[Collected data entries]
○ ○ ○ ○

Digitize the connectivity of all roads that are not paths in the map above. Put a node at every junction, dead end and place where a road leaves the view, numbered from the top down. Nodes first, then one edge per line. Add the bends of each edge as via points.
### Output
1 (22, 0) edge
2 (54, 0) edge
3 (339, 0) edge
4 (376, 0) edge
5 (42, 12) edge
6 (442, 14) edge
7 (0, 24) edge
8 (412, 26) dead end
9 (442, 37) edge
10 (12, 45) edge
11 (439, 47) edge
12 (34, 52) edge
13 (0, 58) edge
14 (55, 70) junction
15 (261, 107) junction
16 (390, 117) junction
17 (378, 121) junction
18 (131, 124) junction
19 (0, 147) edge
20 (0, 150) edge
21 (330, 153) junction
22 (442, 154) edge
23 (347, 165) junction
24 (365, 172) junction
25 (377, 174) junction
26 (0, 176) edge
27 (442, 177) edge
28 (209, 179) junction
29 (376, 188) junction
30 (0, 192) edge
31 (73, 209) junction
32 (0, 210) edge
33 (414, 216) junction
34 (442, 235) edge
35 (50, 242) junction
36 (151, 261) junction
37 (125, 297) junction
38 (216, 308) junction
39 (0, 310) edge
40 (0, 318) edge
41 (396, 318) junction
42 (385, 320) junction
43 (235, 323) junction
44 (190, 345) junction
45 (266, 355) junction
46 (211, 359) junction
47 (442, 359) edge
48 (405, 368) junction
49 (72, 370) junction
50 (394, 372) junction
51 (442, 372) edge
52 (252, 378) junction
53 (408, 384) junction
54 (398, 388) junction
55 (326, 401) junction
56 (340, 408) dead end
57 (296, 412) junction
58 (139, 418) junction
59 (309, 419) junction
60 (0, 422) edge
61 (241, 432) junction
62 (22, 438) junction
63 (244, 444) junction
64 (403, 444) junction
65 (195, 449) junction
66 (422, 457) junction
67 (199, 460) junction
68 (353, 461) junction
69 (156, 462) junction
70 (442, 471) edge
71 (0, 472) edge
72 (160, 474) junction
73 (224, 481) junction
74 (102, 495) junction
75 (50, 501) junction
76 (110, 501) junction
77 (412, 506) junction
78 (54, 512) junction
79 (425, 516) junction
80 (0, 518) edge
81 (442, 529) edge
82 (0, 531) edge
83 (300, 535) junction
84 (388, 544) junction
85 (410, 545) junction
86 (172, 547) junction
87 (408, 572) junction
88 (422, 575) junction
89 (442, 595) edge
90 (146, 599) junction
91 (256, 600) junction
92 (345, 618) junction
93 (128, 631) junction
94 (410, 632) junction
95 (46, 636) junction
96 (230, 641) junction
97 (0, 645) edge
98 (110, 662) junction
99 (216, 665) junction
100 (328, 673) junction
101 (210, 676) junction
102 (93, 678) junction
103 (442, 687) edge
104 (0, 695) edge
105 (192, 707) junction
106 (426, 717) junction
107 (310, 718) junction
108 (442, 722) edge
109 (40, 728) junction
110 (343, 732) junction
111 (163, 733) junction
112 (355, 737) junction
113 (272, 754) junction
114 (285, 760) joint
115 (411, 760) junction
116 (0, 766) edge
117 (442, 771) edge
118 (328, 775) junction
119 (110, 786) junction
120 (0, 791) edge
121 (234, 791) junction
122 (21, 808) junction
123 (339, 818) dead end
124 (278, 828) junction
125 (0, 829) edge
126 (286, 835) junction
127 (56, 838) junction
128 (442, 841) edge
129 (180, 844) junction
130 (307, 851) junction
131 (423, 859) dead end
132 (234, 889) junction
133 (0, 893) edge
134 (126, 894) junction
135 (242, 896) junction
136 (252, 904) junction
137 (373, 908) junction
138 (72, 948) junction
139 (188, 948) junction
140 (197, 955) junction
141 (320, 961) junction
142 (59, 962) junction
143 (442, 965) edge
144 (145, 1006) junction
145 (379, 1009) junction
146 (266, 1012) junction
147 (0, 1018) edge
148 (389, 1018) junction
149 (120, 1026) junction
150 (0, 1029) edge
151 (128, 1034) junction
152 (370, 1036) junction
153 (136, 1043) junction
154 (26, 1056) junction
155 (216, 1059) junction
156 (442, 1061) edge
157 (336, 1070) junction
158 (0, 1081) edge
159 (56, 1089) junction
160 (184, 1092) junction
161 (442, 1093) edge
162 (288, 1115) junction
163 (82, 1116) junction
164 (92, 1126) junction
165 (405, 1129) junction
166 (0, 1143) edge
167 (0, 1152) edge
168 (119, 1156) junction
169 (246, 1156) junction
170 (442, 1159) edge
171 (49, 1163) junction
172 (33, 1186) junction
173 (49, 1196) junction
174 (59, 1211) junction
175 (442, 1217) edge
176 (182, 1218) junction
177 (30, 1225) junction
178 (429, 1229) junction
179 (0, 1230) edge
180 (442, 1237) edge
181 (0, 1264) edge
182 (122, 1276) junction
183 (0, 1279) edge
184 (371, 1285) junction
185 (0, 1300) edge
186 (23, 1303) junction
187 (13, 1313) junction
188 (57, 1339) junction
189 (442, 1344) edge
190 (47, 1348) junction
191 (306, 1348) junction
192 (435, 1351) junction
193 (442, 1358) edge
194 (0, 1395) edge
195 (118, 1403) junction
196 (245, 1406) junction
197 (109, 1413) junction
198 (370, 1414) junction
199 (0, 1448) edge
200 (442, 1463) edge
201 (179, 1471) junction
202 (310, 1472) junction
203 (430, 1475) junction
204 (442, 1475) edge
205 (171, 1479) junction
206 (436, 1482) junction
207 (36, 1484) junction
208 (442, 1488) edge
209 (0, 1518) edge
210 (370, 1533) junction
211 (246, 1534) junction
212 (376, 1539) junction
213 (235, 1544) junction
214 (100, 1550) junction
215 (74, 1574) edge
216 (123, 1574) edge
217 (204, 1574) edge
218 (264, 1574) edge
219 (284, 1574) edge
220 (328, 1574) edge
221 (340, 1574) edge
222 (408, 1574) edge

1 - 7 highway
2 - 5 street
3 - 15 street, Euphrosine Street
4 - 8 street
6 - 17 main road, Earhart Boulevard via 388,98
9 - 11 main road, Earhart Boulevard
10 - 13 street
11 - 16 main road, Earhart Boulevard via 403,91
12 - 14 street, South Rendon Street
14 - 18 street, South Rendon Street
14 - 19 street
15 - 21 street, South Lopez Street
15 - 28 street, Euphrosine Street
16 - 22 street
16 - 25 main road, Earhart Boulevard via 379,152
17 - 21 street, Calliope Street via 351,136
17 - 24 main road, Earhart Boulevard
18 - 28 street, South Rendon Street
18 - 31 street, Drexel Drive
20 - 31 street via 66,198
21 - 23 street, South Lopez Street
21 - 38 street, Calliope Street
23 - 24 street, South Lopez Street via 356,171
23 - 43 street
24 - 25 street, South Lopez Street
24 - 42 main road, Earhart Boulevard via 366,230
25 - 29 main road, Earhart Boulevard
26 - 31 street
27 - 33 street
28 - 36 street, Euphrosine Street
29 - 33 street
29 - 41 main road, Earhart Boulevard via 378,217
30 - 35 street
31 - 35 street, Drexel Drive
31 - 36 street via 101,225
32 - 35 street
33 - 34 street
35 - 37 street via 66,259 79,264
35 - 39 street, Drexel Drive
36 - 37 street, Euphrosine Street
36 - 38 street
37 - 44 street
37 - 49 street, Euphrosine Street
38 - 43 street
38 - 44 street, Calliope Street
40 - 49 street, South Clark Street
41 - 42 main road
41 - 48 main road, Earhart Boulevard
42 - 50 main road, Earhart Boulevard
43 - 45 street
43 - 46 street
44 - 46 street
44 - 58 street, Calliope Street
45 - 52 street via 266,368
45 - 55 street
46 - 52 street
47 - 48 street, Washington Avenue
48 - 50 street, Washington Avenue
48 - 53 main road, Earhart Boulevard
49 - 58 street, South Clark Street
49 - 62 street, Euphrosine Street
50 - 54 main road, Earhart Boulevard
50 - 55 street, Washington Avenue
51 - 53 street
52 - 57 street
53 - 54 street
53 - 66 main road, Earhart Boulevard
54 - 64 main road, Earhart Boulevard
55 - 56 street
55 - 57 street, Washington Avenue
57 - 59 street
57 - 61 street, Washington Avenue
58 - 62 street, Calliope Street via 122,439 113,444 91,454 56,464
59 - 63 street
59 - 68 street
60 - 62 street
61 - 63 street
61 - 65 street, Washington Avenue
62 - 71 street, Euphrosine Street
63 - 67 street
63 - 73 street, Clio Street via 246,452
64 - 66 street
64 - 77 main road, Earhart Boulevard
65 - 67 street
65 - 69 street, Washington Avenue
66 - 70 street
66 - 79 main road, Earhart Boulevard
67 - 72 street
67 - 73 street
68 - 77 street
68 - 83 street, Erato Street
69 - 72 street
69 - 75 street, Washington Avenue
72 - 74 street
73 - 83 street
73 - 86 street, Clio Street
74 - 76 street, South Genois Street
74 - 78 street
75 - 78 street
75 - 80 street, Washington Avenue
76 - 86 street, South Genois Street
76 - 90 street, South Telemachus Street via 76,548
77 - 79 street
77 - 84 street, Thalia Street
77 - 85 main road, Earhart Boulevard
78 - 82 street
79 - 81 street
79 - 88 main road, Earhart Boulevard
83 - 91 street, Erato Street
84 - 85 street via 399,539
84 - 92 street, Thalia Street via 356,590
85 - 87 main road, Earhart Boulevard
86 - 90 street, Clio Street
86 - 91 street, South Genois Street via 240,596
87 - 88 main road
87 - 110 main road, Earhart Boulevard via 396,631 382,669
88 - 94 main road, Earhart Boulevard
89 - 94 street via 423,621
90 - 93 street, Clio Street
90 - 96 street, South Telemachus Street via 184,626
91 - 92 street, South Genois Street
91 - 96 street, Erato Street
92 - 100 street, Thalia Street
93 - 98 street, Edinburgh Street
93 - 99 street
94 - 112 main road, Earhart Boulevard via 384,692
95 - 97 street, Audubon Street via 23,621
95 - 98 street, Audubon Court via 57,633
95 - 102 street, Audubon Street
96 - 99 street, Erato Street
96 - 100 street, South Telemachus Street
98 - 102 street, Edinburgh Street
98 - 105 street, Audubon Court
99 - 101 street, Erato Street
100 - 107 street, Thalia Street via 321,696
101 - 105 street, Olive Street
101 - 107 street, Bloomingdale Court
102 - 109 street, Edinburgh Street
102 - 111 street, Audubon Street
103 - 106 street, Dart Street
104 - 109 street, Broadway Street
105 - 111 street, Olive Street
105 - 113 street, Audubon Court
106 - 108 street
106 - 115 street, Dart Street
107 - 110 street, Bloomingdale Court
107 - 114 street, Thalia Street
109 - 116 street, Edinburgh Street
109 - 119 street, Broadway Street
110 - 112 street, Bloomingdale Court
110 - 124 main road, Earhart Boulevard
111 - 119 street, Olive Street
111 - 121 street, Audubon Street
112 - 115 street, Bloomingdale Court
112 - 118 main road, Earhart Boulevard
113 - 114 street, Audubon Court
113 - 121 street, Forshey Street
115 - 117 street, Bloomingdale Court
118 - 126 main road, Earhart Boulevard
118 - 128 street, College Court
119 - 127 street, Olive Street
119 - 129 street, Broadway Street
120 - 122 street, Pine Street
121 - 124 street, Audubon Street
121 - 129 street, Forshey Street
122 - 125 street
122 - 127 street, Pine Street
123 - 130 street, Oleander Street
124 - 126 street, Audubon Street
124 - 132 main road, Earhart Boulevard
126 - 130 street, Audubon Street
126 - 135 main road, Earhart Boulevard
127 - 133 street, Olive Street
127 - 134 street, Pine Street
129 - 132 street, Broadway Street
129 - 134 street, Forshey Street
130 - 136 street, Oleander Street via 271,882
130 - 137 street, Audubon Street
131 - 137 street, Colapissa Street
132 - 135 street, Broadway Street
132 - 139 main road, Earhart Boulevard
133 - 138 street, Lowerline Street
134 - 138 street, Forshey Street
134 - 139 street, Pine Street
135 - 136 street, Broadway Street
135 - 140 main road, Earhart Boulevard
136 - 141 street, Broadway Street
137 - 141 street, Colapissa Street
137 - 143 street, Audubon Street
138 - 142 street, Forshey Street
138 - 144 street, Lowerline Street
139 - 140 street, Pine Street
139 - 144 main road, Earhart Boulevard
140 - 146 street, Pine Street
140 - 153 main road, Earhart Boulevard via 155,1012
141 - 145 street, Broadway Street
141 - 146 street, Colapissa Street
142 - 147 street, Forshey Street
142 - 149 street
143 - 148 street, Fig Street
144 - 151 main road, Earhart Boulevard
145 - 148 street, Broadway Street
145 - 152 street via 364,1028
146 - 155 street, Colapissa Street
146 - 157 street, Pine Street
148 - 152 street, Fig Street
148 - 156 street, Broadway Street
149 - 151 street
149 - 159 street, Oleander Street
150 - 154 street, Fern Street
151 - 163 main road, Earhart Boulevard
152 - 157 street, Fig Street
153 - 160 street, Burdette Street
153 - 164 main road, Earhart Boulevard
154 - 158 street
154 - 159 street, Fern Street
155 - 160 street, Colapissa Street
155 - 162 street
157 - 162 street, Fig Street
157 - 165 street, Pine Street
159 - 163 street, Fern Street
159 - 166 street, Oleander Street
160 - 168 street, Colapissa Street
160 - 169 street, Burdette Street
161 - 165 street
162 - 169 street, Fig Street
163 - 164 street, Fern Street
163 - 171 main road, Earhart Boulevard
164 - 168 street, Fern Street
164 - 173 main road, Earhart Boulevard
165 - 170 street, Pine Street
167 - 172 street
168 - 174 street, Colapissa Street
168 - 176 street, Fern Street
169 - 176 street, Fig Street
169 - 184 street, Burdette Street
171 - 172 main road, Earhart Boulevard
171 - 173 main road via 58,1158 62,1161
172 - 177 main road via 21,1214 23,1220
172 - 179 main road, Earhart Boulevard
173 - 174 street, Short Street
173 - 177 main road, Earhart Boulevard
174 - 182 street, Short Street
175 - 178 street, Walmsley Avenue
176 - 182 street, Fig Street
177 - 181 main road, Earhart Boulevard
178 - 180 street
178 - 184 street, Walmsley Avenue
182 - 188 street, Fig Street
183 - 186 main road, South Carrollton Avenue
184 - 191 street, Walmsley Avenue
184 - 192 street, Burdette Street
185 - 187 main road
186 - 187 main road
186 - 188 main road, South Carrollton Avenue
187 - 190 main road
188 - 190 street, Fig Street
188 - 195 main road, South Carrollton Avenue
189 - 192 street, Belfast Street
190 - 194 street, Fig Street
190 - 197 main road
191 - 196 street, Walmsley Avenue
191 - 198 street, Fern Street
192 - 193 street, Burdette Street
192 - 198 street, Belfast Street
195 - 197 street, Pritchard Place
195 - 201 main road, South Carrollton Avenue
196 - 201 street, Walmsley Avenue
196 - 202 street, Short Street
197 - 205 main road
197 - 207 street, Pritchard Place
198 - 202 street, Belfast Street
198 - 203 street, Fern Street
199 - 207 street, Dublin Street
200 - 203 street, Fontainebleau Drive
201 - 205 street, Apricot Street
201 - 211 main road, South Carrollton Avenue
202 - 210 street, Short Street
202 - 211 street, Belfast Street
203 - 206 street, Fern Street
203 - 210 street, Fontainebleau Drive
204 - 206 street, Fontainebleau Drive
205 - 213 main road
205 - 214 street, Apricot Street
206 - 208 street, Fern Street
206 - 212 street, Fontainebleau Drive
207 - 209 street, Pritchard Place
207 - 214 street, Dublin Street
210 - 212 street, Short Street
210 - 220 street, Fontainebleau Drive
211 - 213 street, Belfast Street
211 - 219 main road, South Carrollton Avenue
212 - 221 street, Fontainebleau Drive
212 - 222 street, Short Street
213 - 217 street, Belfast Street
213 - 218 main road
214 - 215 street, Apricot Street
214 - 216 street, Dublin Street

○ ○ ○ ○

TASK TO CARRY OUT: Among the lines above, find each one containing the string "Fern" and copy it.

ANSWER TO THE PROBLEM:
150 - 154 street, Fern Street
154 - 159 street, Fern Street
159 - 163 street, Fern Street
163 - 164 street, Fern Street
164 - 168 street, Fern Street
168 - 176 street, Fern Street
191 - 198 street, Fern Street
198 - 203 street, Fern Street
203 - 206 street, Fern Street
206 - 208 street, Fern Street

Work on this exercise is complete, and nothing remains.